MichaelTToo Broad The question you have asked either: has too many possible answers would require answers that are too long for the Q&A format Polling Similar to the recommend an XYZ close reason, some questions are polling for a design, or pattern, or name of a thing. If the choice as to which an...

 
user55340
Part of the reason I wrote those was so that I could easily find those posts.
 
user41796
@MichaelT The OP isn't (didn't seem to be) getting that polls just don't work and was trying to justify how they could. I was going to grab that answer but didn't think it would add much to their understanding. I didn't realize "halting problem" led to "polls are ick bad." Unfortunately, I don't think there's a way to safe the non-nullable ref question even though it's kind of interesting.
 
11:04 PM
Wait, is the computer asking and answering the questions?
 
user41796
@MattS. yes?
 
But then where does the computer get it's knowledge to ask and answer questions from?
What year is this?!!
 
user41796
@MattS. either Watson or the mechanical turk. I forget which.
 
What's a good way to learn Rails for somebody that's never did any back-end web development?
 
So we'd be contributing to other sites, so that Watson can contribute to the Stack Exchange network. That seems reasonable.
 
user41796
11:11 PM
@Dynamic what are you wanting to do? ie. a specific project or just that Rails sounds cool?
 
@GlenH7 Specific project
 
user41796
did something in particular make rails stand out as a good way to solve that problem then?
 
The fact that I have experience with Ruby scripting. I've more experience with Perl/Python, but I personally enjoy Ruby.
 
user41796
If you have the luxury of picking any language you want (which you do in this case), it's worth thinking about the problem itself and what languages would simplify solving that problem
 
user41796
ok, that's as good of a reason as any. :-)
 
user41796
11:15 PM
@Dynamic - so you're wanting ruby on rails then?
 
user41796
if so, I would start here for my resource hunting
 
@GlenH7 Seeing as it's the most commonly used Ruby web framework. I've looked at Sinatra, but I find it poorly documented and oddly redundant.

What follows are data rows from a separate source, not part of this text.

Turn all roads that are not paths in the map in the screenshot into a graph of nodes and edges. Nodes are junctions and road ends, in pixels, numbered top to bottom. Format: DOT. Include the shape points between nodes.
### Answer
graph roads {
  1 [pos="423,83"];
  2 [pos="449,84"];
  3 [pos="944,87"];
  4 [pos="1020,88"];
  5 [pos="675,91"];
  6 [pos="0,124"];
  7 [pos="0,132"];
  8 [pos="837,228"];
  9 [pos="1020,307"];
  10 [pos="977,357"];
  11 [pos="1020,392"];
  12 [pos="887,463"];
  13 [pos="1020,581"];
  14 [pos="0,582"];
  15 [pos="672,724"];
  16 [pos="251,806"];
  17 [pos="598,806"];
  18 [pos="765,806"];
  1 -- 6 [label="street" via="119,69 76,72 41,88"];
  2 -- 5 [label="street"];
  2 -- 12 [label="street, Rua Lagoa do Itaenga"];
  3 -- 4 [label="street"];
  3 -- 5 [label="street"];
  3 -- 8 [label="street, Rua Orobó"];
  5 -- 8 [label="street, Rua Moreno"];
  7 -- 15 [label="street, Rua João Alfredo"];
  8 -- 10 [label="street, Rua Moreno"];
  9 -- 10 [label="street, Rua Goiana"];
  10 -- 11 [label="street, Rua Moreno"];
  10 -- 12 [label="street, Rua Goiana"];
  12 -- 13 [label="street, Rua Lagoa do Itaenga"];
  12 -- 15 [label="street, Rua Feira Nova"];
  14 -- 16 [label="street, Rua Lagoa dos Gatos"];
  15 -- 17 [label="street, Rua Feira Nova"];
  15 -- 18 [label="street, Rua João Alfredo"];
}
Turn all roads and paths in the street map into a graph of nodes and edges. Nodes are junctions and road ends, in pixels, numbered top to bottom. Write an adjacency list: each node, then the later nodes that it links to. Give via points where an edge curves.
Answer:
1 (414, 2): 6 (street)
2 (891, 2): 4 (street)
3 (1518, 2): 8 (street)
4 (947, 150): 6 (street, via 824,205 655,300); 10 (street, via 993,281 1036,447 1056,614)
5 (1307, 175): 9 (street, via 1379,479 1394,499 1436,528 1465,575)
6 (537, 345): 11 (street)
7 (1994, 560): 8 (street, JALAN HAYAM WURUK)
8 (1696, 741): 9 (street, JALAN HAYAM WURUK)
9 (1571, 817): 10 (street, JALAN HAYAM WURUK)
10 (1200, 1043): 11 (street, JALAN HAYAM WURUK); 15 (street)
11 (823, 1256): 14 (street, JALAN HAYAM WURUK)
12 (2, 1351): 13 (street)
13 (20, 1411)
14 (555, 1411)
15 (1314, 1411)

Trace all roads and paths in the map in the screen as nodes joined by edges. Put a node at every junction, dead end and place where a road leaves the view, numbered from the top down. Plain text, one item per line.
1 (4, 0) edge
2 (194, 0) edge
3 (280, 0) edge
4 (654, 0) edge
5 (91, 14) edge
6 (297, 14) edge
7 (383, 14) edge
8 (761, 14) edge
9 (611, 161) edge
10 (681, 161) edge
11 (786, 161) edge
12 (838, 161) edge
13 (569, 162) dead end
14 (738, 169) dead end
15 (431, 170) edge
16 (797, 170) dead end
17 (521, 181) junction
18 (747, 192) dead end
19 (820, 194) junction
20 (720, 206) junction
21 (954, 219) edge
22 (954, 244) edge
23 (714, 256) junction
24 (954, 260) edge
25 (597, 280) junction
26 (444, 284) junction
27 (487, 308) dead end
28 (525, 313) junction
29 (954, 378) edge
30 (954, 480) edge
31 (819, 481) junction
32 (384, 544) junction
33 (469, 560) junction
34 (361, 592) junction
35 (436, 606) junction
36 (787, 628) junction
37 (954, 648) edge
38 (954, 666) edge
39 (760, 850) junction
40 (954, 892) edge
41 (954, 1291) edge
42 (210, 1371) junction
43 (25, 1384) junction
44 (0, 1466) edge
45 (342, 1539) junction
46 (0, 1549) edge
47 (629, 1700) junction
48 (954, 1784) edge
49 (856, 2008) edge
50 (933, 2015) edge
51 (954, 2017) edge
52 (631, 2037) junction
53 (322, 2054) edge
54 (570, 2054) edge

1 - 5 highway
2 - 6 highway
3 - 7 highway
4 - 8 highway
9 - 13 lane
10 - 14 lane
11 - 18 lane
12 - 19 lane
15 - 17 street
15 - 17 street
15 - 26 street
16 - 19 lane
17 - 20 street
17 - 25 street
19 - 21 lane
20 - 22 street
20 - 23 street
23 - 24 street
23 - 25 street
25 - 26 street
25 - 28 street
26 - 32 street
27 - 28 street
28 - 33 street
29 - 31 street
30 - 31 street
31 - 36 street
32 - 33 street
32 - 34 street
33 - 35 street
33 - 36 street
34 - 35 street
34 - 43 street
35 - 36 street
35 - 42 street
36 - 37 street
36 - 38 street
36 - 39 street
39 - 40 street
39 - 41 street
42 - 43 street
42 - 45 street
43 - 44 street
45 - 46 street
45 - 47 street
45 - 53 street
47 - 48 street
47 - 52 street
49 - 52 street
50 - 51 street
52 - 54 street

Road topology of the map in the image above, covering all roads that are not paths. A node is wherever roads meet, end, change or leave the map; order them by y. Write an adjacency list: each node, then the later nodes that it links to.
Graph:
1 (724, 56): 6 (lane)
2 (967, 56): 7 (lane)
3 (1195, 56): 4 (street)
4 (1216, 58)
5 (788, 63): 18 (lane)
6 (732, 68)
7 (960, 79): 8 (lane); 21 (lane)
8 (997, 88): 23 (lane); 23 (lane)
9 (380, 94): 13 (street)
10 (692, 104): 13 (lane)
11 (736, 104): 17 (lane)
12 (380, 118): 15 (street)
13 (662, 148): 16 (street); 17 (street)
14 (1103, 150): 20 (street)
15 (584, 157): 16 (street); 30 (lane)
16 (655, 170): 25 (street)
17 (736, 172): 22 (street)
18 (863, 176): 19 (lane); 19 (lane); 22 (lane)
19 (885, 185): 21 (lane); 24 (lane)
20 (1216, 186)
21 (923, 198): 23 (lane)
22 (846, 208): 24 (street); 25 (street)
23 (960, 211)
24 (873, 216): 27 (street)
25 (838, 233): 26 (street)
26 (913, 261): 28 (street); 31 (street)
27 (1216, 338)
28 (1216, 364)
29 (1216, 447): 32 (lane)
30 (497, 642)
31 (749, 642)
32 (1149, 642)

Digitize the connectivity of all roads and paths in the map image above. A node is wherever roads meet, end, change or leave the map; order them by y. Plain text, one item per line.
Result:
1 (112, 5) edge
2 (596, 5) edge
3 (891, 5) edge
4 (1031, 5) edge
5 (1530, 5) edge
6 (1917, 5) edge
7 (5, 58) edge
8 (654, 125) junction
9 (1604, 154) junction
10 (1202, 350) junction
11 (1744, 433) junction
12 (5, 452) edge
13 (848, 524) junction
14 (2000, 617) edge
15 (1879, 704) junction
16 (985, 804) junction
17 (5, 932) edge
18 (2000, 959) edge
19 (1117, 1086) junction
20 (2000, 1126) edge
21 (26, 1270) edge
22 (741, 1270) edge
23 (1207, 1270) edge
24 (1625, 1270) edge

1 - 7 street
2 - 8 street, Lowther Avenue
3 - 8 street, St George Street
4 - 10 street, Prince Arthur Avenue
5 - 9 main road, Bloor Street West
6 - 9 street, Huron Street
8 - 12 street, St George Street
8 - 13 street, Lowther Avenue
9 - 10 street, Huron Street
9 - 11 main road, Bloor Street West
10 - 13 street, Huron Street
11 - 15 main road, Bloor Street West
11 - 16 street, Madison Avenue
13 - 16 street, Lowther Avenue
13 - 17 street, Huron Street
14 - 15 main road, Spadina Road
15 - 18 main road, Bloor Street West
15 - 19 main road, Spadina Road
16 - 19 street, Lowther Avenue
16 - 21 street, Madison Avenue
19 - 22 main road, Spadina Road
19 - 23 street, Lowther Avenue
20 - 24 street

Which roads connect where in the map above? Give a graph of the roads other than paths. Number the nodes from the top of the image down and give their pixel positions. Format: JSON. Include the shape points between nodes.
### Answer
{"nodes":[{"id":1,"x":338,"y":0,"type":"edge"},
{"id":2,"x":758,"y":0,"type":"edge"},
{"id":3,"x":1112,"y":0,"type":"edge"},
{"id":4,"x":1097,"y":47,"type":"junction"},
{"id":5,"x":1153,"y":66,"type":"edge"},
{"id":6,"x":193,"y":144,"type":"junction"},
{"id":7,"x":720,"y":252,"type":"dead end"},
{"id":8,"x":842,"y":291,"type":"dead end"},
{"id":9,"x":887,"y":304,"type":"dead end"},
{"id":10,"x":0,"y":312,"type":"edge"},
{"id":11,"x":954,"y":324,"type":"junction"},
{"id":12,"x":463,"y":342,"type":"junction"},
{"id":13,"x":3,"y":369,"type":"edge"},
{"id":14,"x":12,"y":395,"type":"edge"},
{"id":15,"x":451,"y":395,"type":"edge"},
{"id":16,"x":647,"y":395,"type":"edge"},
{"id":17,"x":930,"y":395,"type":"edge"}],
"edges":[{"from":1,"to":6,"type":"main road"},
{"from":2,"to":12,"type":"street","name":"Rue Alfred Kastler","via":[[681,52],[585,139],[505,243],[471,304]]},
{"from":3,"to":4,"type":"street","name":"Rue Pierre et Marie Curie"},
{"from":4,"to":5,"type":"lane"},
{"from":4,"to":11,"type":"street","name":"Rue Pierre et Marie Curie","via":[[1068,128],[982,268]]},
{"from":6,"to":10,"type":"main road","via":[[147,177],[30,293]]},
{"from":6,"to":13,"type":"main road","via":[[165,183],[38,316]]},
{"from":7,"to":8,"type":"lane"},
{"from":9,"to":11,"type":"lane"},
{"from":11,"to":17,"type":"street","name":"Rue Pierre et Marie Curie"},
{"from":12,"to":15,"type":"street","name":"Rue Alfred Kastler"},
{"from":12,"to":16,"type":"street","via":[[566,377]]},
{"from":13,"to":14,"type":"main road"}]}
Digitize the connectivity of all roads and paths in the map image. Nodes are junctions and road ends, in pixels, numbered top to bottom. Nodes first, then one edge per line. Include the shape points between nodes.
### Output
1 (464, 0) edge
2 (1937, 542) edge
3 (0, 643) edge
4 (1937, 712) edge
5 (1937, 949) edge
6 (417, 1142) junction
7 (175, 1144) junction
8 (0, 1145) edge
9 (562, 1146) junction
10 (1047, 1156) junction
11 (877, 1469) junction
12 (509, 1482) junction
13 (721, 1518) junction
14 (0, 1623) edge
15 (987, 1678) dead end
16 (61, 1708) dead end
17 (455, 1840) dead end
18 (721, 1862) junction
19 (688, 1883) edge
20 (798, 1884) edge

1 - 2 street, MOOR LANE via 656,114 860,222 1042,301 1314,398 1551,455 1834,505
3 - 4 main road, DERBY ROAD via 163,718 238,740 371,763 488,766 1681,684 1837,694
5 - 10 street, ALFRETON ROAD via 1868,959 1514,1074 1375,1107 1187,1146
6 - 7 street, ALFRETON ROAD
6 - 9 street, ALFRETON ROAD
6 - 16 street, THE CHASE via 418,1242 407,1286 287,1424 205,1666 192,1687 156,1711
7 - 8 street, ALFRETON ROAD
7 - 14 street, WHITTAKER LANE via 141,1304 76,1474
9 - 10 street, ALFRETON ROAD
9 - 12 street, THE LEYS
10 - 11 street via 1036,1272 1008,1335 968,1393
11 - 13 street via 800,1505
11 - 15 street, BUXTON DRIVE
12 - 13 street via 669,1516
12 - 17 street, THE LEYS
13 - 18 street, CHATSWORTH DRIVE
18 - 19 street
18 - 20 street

Oh, it's not that I can't find a good Rails tutorial/book/resource, but I really don't understand anything that's going on while following one. I can complete what I'm supposed to do, but can't re implement that into an original project.
 
user41796
@Dynamic I don't know enough of Rails to guess if the issue is understanding all the voodoo stuff going on within server services or where the hiccup may be for you.
 
It's probably just a matter of me finding time to sit down and dig into exactly what I'm doing.